### Record set
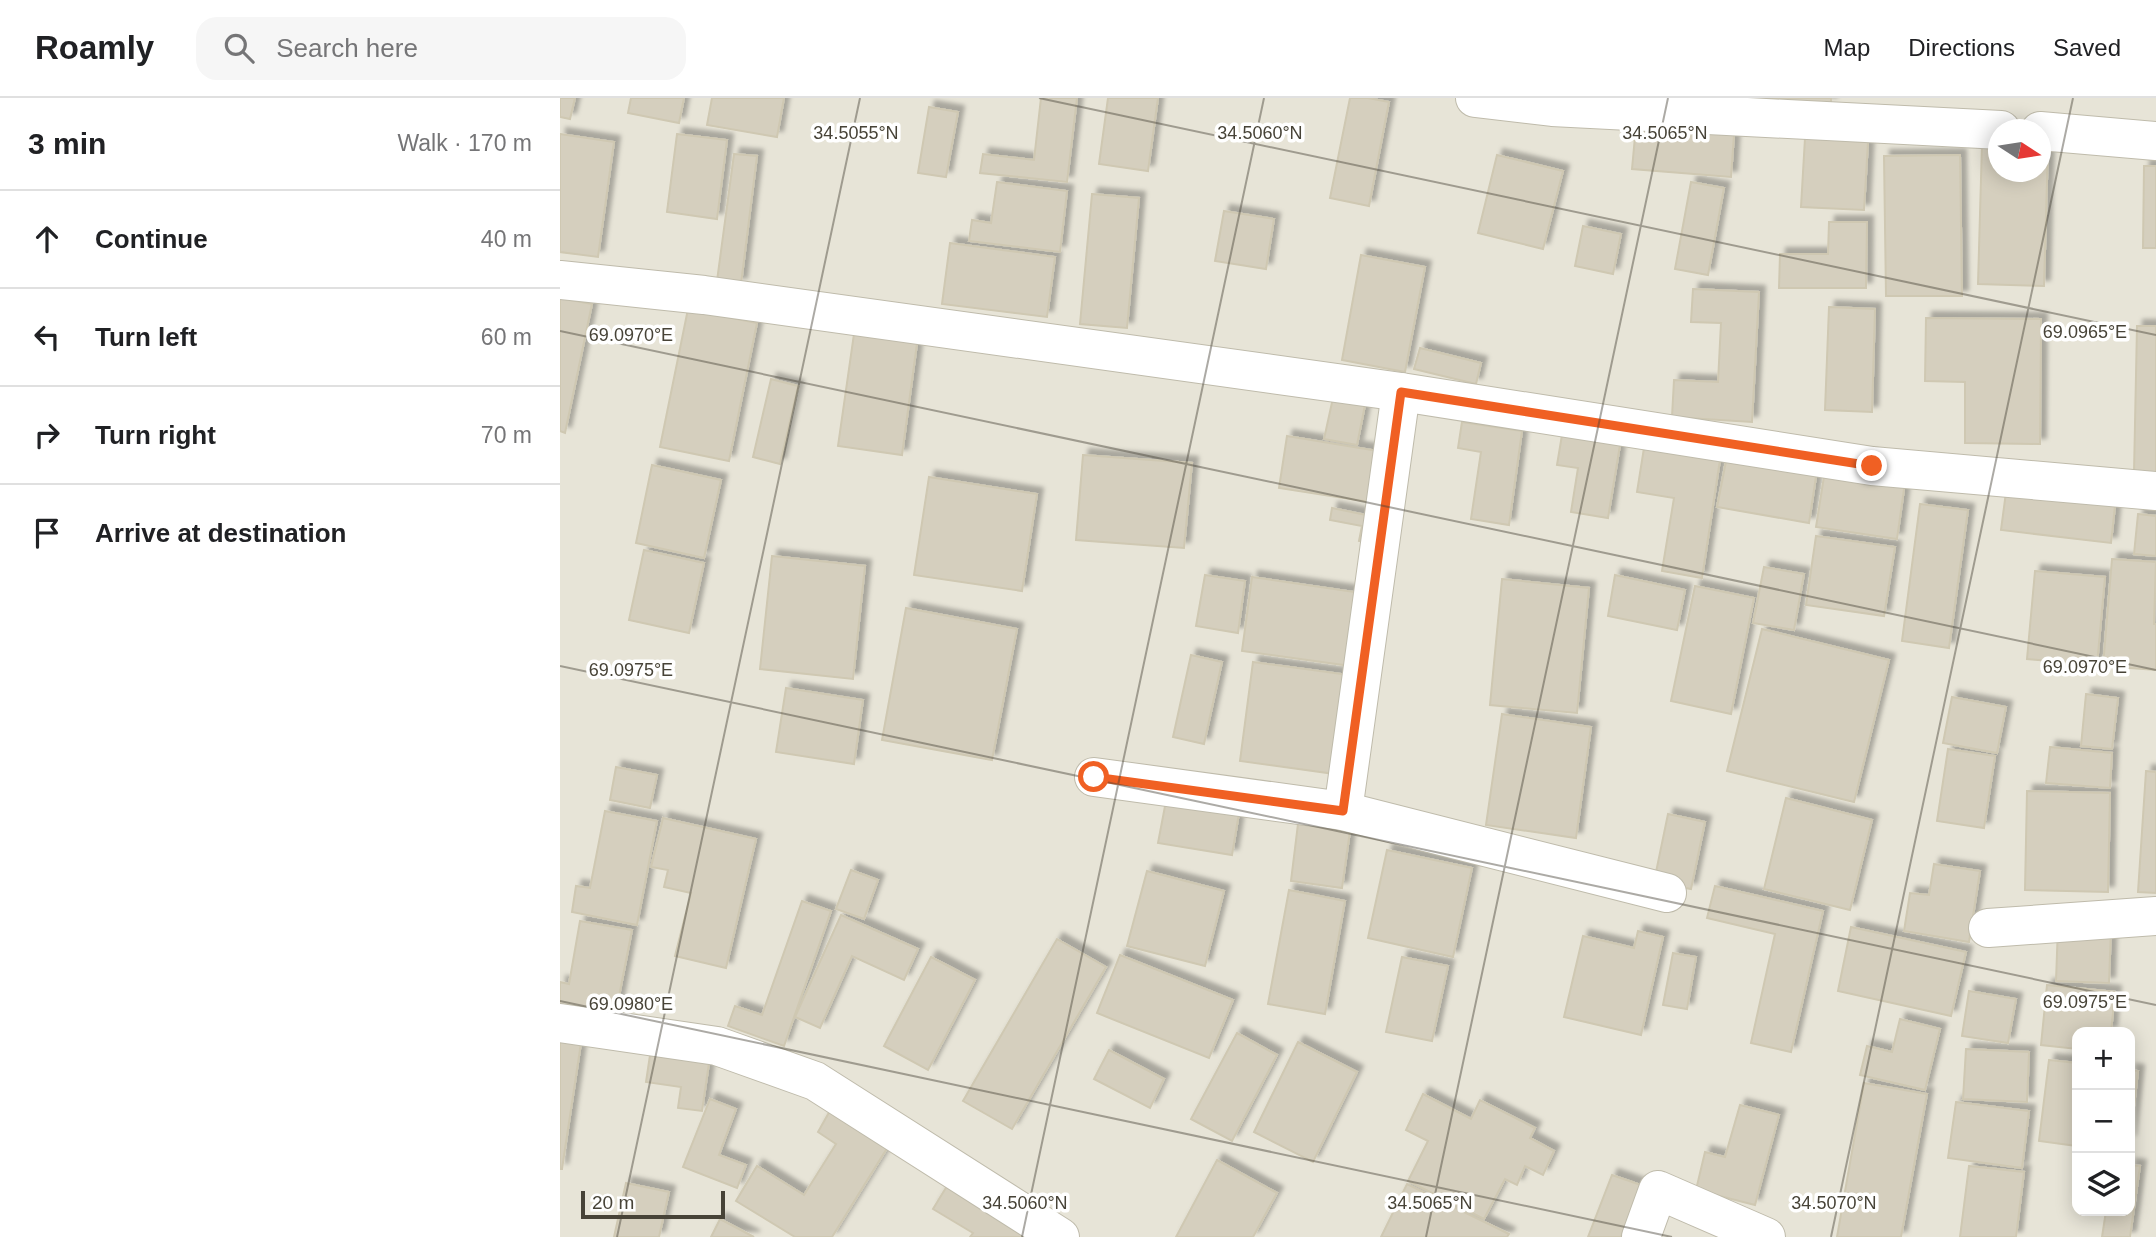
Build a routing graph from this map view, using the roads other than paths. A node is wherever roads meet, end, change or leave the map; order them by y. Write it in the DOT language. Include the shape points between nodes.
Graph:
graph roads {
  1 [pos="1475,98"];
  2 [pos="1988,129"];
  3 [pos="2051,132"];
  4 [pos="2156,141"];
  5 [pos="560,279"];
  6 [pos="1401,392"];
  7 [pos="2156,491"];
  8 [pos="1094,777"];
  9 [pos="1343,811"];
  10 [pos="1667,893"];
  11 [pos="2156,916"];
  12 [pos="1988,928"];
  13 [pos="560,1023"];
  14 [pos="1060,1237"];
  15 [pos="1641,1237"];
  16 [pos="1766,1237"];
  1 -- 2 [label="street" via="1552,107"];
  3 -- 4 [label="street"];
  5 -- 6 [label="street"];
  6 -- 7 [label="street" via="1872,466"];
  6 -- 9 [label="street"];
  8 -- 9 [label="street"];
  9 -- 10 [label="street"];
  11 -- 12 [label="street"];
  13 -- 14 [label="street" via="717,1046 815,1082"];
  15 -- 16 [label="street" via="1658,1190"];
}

### Work request
Word for word, copy every line of the data, excluding any pictures.

### Answer
Build a routing graph from this map view, using the roads other than paths. A node is wherever roads meet, end, change or leave the map; order them by y. Write it in the DOT language. Include the shape points between nodes.
Graph:
graph roads {
  1 [pos="1475,98"];
  2 [pos="1988,129"];
  3 [pos="2051,132"];
  4 [pos="2156,141"];
  5 [pos="560,279"];
  6 [pos="1401,392"];
  7 [pos="2156,491"];
  8 [pos="1094,777"];
  9 [pos="1343,811"];
  10 [pos="1667,893"];
  11 [pos="2156,916"];
  12 [pos="1988,928"];
  13 [pos="560,1023"];
  14 [pos="1060,1237"];
  15 [pos="1641,1237"];
  16 [pos="1766,1237"];
  1 -- 2 [label="street" via="1552,107"];
  3 -- 4 [label="street"];
  5 -- 6 [label="street"];
  6 -- 7 [label="street" via="1872,466"];
  6 -- 9 [label="street"];
  8 -- 9 [label="street"];
  9 -- 10 [label="street"];
  11 -- 12 [label="street"];
  13 -- 14 [label="street" via="717,1046 815,1082"];
  15 -- 16 [label="street" via="1658,1190"];
}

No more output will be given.